Blake, Richard (c.1595–1663), lawyer and politician, was the eldest son of Robert Blake, a wealthy merchant from Ardfry, Co. Galway, and Katherine, daughter of Richard Darcy of Gorteen, Co. Galway. The Blakes, one of the fourteen ‘tribes’ of Galway, were centrally involved in the economic and political life of the city. Richard entered Middle Temple on 29 July 1612, but returned to Ireland on the death of his father in 1615 to manage family affairs. Knighted by the lord deputy, Viscount Falkland (qv), in 1624, and elected mayor of Galway in 1627, Blake also acted as an agent for Richard Burke (qv), 4th earl of Clanricard, the leading catholic nobleman in the province. The Blake estates, situated primarily in Co. Galway, in Co. Mayo, and in the bishopric of Kilmacduagh, came under threat during the 1630s when the lord deputy, Thomas Wentworth (qv), proposed to extend the plantation scheme into the province of Connacht. The growing crisis throughout the three Stuart kingdoms from 1638 onwards, however, presented Wentworth's opponents with an opportunity to challenge his authority.
Blake, anxious to present Connacht's case on the national stage, was elected to parliament in 1640 for Co. Galway. In early 1641 the commons appointed a committee to consider a series of questions about the legality of recent administrative practices. Blake presented these ‘queries’ to the lords, and in June assisted in drawing up the articles of impeachment against the lord chancellor, Sir Richard Bolton (qv); the lord chief justice, Sir Gerald Lowther (qv); the bishop of Derry, John Bramhall (qv); and Sir George Radcliffe (qv). At the outbreak of the Ulster rising in October 1641, Blake travelled back to Galway, and promised Ulick Burke (qv), 5th earl of Clanricard, that he would defend the city against the insurgents. Forced to flee the city in May 1642, with his close associates Patrick Darcy (qv) and Roebuck Lynch (qv), he returned after Clanricard managed to restore an uneasy peace. Blake avoided committing himself openly to any side, and he was not among the catholic members expelled from the commons in June 1642. He concentrated exclusively on local politics until 1646, as a member of Galway city government and the Connacht provincial council.
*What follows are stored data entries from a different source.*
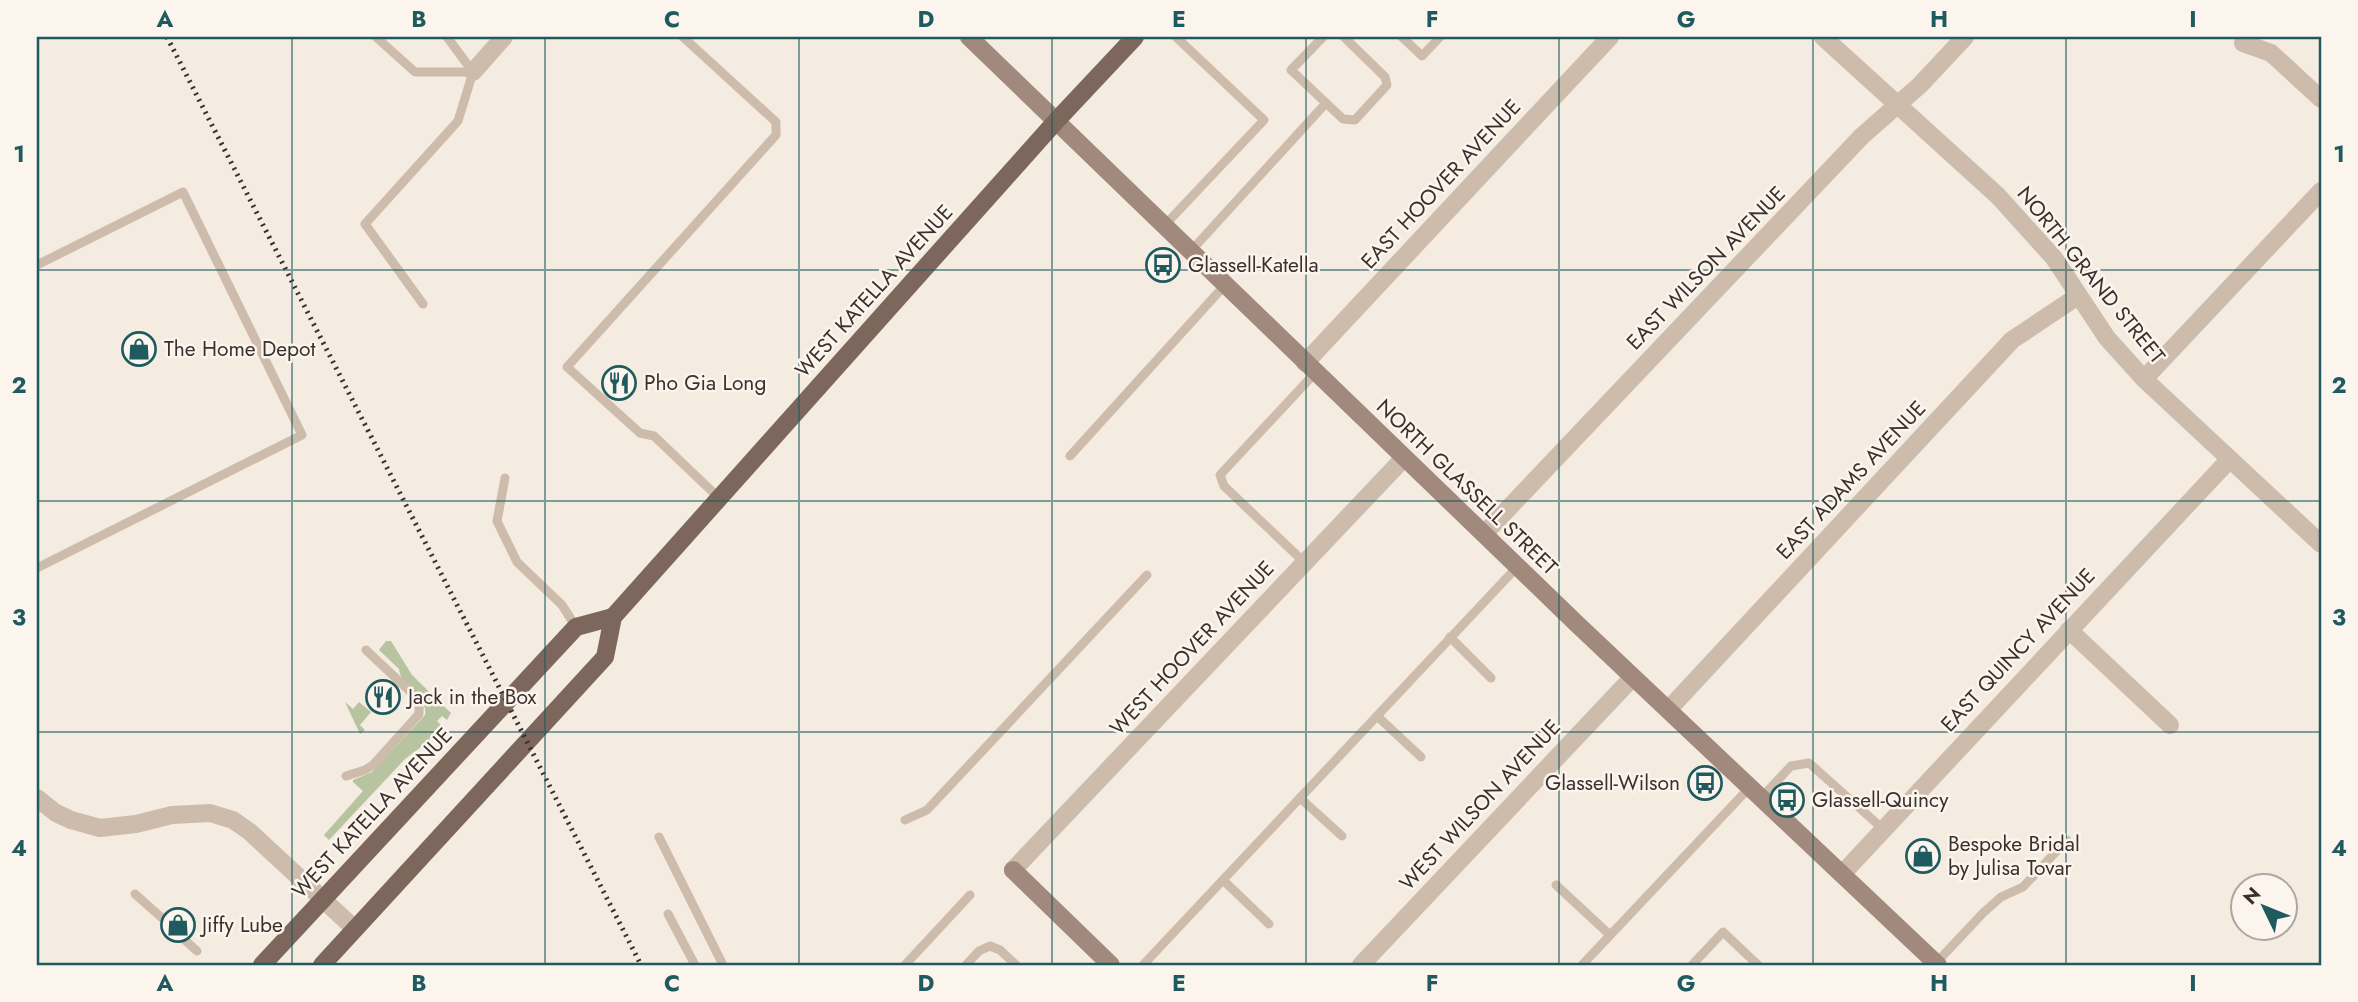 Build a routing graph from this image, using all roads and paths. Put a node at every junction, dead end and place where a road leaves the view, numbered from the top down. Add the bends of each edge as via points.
1 (376, 37) edge
2 (447, 37) edge
3 (504, 37) edge
4 (682, 37) edge
5 (969, 37) edge
6 (1135, 37) edge
7 (1175, 37) edge
8 (1323, 37) edge
9 (1344, 37) edge
10 (1402, 37) edge
11 (1440, 37) edge
12 (1610, 37) edge
13 (1823, 37) edge
14 (1965, 37) edge
15 (2243, 43) dead end
16 (473, 72) junction
17 (2321, 99) edge
18 (1326, 103) junction
19 (1897, 105) junction
20 (1057, 120) junction
21 (2321, 191) edge
22 (1164, 226) junction
23 (1190, 252) junction
24 (37, 265) edge
25 (1225, 285) junction
26 (2078, 296) junction
27 (423, 304) dead end
28 (1310, 368) junction
29 (2144, 379) junction
30 (1070, 456) dead end
31 (1404, 458) junction
32 (2229, 460) junction
33 (505, 478) dead end
34 (719, 498) junction
35 (2317, 533) edge
36 (1484, 534) junction
37 (1304, 562) junction
38 (1517, 566) junction
39 (37, 568) edge
40 (1147, 575) dead end
41 (613, 617) junction
42 (576, 627) junction
43 (2069, 629) junction
44 (1450, 638) junction
45 (366, 650) dead end
46 (1633, 677) junction
47 (1491, 678) dead end
48 (1668, 710) junction
49 (1377, 716) junction
50 (2170, 725) dead end
51 (1421, 757) dead end
52 (346, 776) dead end
53 (1756, 792) junction
54 (37, 798) edge
55 (1300, 798) junction
56 (905, 820) dead end
57 (1883, 829) junction
58 (1342, 836) dead end
59 (659, 837) dead end
60 (2067, 840) dead end
61 (1013, 870) joint
62 (1843, 873) junction
63 (1223, 880) junction
64 (1556, 885) dead end
65 (135, 894) dead end
66 (970, 895) dead end
67 (323, 899) junction
68 (668, 914) dead end
69 (162, 918) dead end
70 (1269, 924) dead end
71 (355, 929) junction
72 (1610, 935) junction
73 (186, 940) dead end
74 (197, 951) dead end
75 (1937, 964) edge
76 (262, 965) edge
77 (321, 965) edge
78 (695, 965) edge
79 (723, 965) edge
80 (905, 965) edge
81 (966, 965) edge
82 (1016, 965) edge
83 (1111, 965) edge
84 (1143, 965) edge
85 (1361, 965) edge
86 (1582, 965) edge
87 (1692, 965) edge
88 (1758, 965) edge

1 - 16 lane via 415,72
2 - 16 lane
3 - 16 street
4 - 34 lane via 776,122 776,135 567,367 640,433 653,436
5 - 20 main road, NORTH GLASSELL STREET
6 - 20 main road, WEST KATELLA AVENUE
7 - 22 lane via 1264,120
8 - 18 lane via 1291,70
9 - 18 lane via 1385,77 1387,85 1355,120 1343,119
10 - 11 lane via 1422,56
12 - 28 street, EAST HOOVER AVENUE
13 - 19 street, NORTH GRAND STREET
14 - 19 street, EAST WILSON AVENUE
15 - 17 street via 2271,53
16 - 27 lane via 458,121 365,224
18 - 23 lane
19 - 26 street, NORTH GRAND STREET via 1998,196 2053,258
19 - 36 street, EAST WILSON AVENUE via 1862,136
20 - 22 main road, NORTH GLASSELL STREET
20 - 34 main road, WEST KATELLA AVENUE
21 - 29 street
22 - 23 main road, NORTH GLASSELL STREET
23 - 25 main road, NORTH GLASSELL STREET
24 - 39 lane via 184,192 302,435
25 - 28 main road, NORTH GLASSELL STREET
25 - 30 lane
26 - 29 street, NORTH GRAND STREET
26 - 48 street, EAST ADAMS AVENUE via 2012,340
28 - 31 main road, NORTH GLASSELL STREET
28 - 37 lane via 1220,475 1224,486
29 - 32 street, NORTH GRAND STREET
31 - 36 main road, NORTH GLASSELL STREET
31 - 37 street, WEST HOOVER AVENUE
32 - 35 street, NORTH GRAND STREET
32 - 43 street, EAST QUINCY AVENUE
33 - 42 lane via 497,521 517,562 562,606
34 - 41 main road, WEST KATELLA AVENUE
36 - 38 main road, NORTH GLASSELL STREET
37 - 61 street, WEST HOOVER AVENUE
38 - 44 lane
38 - 46 main road, NORTH GLASSELL STREET
40 - 56 lane via 927,810
41 - 42 main road
41 - 71 main road via 605,657
42 - 67 main road, WEST KATELLA AVENUE
43 - 50 street
43 - 57 street, EAST QUINCY AVENUE
44 - 47 lane
44 - 49 lane
45 - 52 lane via 415,696 419,714 373,765
46 - 48 main road, NORTH GLASSELL STREET
46 - 85 street, WEST WILSON AVENUE
48 - 53 main road, NORTH GLASSELL STREET
49 - 51 lane
49 - 55 lane
53 - 57 lane via 1791,766 1809,763
53 - 62 main road, NORTH GLASSELL STREET
53 - 72 lane
54 - 67 street via 56,813 100,828 193,813 233,820
55 - 58 lane
55 - 63 lane
57 - 62 street, EAST QUINCY AVENUE
59 - 79 lane
60 - 75 lane via 2023,887 1992,905
61 - 83 main road
62 - 75 main road, NORTH GLASSELL STREET
63 - 70 lane
63 - 84 lane
64 - 72 lane
65 - 69 lane
66 - 80 lane
67 - 71 street
67 - 76 main road, WEST KATELLA AVENUE
68 - 78 lane
71 - 77 main road
72 - 86 lane
73 - 74 lane
81 - 82 lane via 990,946
87 - 88 lane via 1723,932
The publication of a peace treaty with James Butler (qv), marquess of Ormond, in August 1646 precipitated a split in confederate ranks. In early 1647 the general assembly supported GianBattista Rinuccini (qv) in rejecting the treaty, but favoured renewed attempts at a settlement with the royalists. The assembly elected a new executive supreme council, with Blake as one of the members for the province of Connacht. Ormond's departure for England in July, followed by a series of military defeats, forced the confederates to seek assistance from abroad. In December 1647 the general assembly nominated Blake as envoy to Spain, but in fact he never departed. The Spanish court, bankrupt and facing revolts in Catalonia, Portugal, and Naples, had already informed their envoy in Kilkenny that no resources would be available for Ireland. Shortly afterwards a confederate civil war erupted, over the issue of a truce with the protestant commander in Munster, Murrough O'Brien (qv), Lord Inchiquin. Rinuccini bitterly opposed the truce, but Blake joined the other side, helping frustrate the nuncio's attempt to hold a national synod of clergy in Galway. The final general assembly met in September 1648, and in the absence of the usual chairman, Nicholas Plunkett (qv), the members appointed Blake in his place. As chairman, he played a leading role in the ensuing peace negotiations with Ormond. In January 1649 Blake presented the agreed treaty terms to Ormond in Kilkenny castle, bringing to a formal end the conflict between royalists and confederates. Shortly afterwards, he wrote to Ormond seeking a title in recognition of his achievements, but nothing came of this approach.
Blake returned to Galway in 1649, where he survived an outbreak of plague in the city and the subsequent Cromwellian invasion, accepting a large estate in Loughrea in 1656 as part of the transplantation settlement. After the restoration, Charles II ordered that Blake be restored to his original lands, but by 1664, a year after Blake's death in June 1663, this still had not happened. Blake married Gylle, eldest daughter of Andrew Kirwan, an alderman of Galway; they had three sons and four daughters (Robert, Andrew, Peter, Bridget, Christiane, Catharine, and Margaret). The eldest son, Robert, finally obtained a regrant of the family lands in 1681 under the terms of the act of settlement.